▶ Work request:
Look through the material below and report every line that includes "main".

▶ Material for this task:
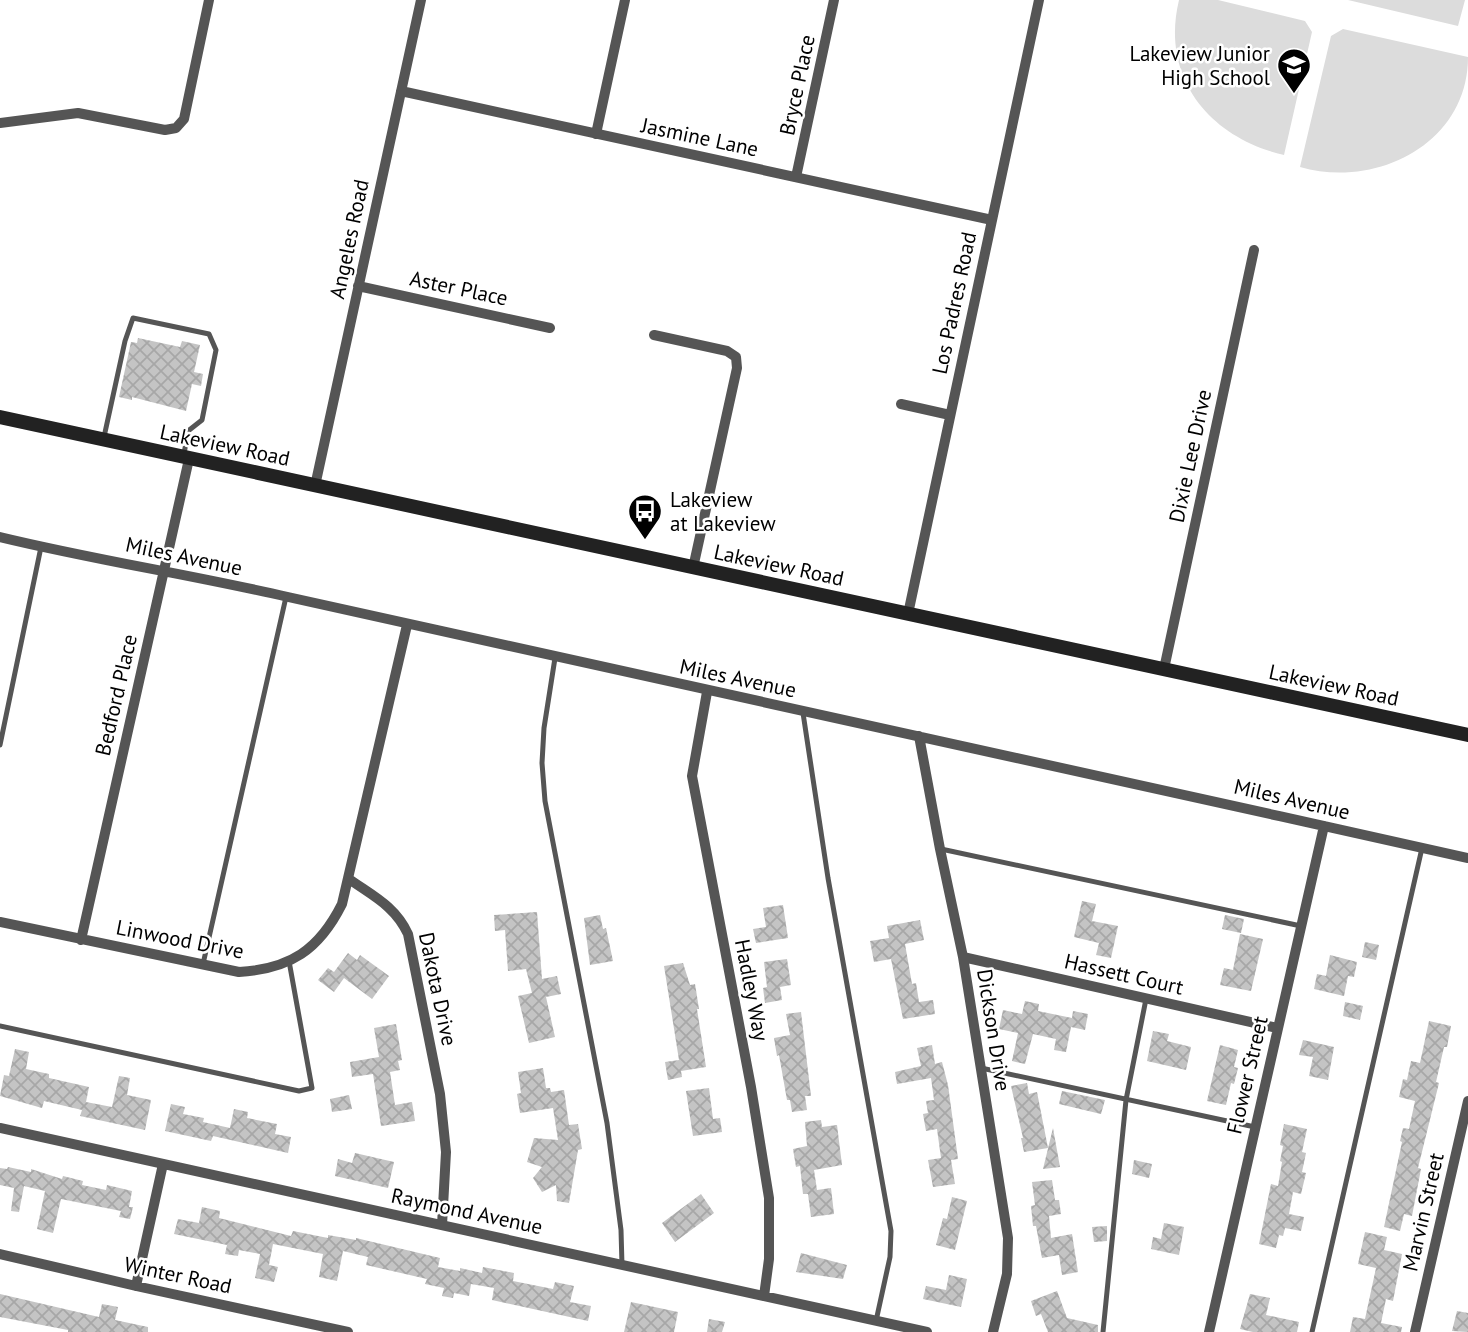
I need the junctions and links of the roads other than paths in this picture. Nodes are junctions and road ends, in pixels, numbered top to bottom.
1 (209, 0) edge
2 (421, 0) edge
3 (625, 0) edge
4 (835, 0) edge
5 (1039, 0) edge
6 (401, 91) junction
7 (0, 123) edge
8 (596, 134) junction
9 (796, 177) junction
10 (992, 220) junction
11 (1254, 250) dead end
12 (359, 286) junction
13 (550, 328) dead end
14 (654, 335) dead end
15 (901, 404) dead end
16 (950, 415) junction
17 (0, 417) edge
18 (103, 440) junction
19 (186, 458) junction
20 (315, 486) junction
21 (0, 537) edge
22 (41, 547) junction
23 (693, 568) junction
24 (164, 570) junction
25 (286, 597) junction
26 (908, 614) junction
27 (407, 625) junction
28 (555, 658) junction
29 (1164, 669) junction
30 (707, 692) junction
31 (803, 712) junction
32 (1468, 735) edge
33 (919, 736) junction
34 (0, 745) edge
35 (1324, 826) junction
36 (1422, 848) junction
37 (940, 849) junction
38 (1468, 858) edge
39 (349, 879) junction
40 (0, 922) edge
41 (1301, 926) junction
42 (81, 940) junction
43 (963, 957) junction
44 (289, 961) junction
45 (203, 964) junction
46 (1146, 999) junction
47 (0, 1026) edge
48 (1277, 1028) junction
49 (981, 1068) junction
50 (1126, 1100) junction
51 (1468, 1101) edge
52 (1255, 1127) junction
53 (0, 1128) edge
54 (163, 1164) junction
55 (442, 1225) junction
56 (0, 1254) edge
57 (622, 1265) junction
58 (136, 1286) junction
59 (764, 1296) junction
60 (876, 1321) junction
61 (348, 1332) edge
62 (927, 1332) edge
63 (993, 1332) edge
64 (1103, 1332) edge
65 (1209, 1332) edge
66 (1312, 1332) edge
67 (1415, 1332) edge

1 - 7 street
2 - 6 street, Angeles Road
3 - 8 street
4 - 9 street, Bryce Place
5 - 10 street, Los Padres Road
6 - 8 street, Jasmine Lane
6 - 12 street, Angeles Road
8 - 9 street, Jasmine Lane
9 - 10 street, Jasmine Lane
10 - 16 street, Los Padres Road
11 - 29 street, Dixie Lee Drive
12 - 13 street, Aster Place
12 - 20 street, Angeles Road
14 - 23 street
15 - 16 street
16 - 26 street, Los Padres Road
17 - 18 main road, Lakeview Road
18 - 19 main road, Lakeview Road
18 - 19 lane
19 - 20 main road, Lakeview Road
19 - 24 street, Bedford Place
20 - 23 main road, Lakeview Road
21 - 22 street, Miles Avenue
22 - 24 street, Miles Avenue
22 - 34 lane
23 - 26 main road, Lakeview Road
24 - 25 street, Miles Avenue
24 - 42 street, Bedford Place
25 - 27 street, Miles Avenue
25 - 45 lane
26 - 29 main road, Lakeview Road
27 - 28 street, Miles Avenue
27 - 39 street
28 - 30 street, Miles Avenue
28 - 57 lane
29 - 32 main road, Lakeview Road
30 - 31 street, Miles Avenue
30 - 59 street, Hadley Way
31 - 33 street, Miles Avenue
31 - 60 lane
33 - 35 street, Miles Avenue
33 - 37 street, Dickson Drive
35 - 36 street, Miles Avenue
35 - 41 street, Flower Street
36 - 38 street, Miles Avenue
36 - 66 lane
37 - 41 lane
37 - 43 street, Dickson Drive
39 - 44 street, Linwood Drive
39 - 55 street, Dakota Drive
40 - 42 street, Linwood Drive
41 - 48 street, Flower Street
42 - 45 street, Linwood Drive
43 - 46 street, Hassett Court
43 - 49 street, Dickson Drive
44 - 45 street, Linwood Drive
44 - 47 lane
46 - 48 street, Hassett Court
46 - 50 lane
48 - 52 street, Flower Street
49 - 50 lane
49 - 63 street, Dickson Drive
50 - 52 lane
50 - 64 lane
51 - 67 street, Marvin Street
52 - 65 street, Flower Street
53 - 54 street, Raymond Avenue
54 - 55 street, Raymond Avenue
54 - 58 street
55 - 57 street, Raymond Avenue
56 - 58 street, Winter Road
57 - 59 street, Raymond Avenue
58 - 61 street, Winter Road
59 - 60 street, Raymond Avenue
60 - 62 street, Raymond Avenue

▶ Output of the exercise:
17 - 18 main road, Lakeview Road
18 - 19 main road, Lakeview Road
19 - 20 main road, Lakeview Road
20 - 23 main road, Lakeview Road
23 - 26 main road, Lakeview Road
26 - 29 main road, Lakeview Road
29 - 32 main road, Lakeview Road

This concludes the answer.